Instructions for the task: Find each line below containing the word "North" and copy it.

Task data:
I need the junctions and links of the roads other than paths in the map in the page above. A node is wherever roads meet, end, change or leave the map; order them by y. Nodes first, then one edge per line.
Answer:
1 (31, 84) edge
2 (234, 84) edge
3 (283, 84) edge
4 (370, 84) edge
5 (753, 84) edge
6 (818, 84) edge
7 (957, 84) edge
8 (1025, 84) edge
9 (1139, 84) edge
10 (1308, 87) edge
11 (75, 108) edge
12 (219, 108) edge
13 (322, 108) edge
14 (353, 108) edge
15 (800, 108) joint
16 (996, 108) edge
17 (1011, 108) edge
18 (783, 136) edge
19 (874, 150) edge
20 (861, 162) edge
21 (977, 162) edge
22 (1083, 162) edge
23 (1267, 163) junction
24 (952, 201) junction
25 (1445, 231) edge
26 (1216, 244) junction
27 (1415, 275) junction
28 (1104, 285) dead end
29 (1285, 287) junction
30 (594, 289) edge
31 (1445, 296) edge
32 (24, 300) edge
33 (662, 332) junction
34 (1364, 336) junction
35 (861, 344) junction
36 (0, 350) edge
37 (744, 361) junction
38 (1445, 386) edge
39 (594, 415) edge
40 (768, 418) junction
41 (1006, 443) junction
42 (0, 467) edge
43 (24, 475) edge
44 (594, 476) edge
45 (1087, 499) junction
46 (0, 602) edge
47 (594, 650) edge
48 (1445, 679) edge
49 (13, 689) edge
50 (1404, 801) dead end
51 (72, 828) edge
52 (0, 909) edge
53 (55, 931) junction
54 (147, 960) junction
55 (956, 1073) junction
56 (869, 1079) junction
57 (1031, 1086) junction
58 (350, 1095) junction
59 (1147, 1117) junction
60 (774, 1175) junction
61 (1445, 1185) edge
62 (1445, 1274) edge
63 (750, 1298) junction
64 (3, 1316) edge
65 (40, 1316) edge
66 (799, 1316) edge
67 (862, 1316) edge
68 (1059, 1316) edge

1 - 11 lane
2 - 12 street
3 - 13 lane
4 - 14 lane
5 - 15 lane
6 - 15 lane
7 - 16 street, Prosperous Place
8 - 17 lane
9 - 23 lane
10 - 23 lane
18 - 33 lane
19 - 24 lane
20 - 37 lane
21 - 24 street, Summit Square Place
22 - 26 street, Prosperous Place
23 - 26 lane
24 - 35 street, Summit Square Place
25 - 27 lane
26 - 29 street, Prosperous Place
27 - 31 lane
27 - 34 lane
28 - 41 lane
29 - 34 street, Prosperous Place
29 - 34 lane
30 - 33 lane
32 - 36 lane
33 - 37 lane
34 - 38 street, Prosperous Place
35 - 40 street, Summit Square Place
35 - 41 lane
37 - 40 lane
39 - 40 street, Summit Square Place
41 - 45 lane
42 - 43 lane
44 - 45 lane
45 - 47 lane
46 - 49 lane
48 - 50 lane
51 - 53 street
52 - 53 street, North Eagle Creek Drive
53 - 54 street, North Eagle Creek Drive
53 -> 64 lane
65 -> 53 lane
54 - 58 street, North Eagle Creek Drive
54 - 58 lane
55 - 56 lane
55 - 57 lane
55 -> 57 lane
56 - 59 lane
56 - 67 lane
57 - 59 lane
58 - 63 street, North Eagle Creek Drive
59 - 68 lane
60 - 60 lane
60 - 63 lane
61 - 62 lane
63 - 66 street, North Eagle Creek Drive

Solution to this problem:
52 - 53 street, North Eagle Creek Drive
53 - 54 street, North Eagle Creek Drive
54 - 58 street, North Eagle Creek Drive
58 - 63 street, North Eagle Creek Drive
63 - 66 street, North Eagle Creek Drive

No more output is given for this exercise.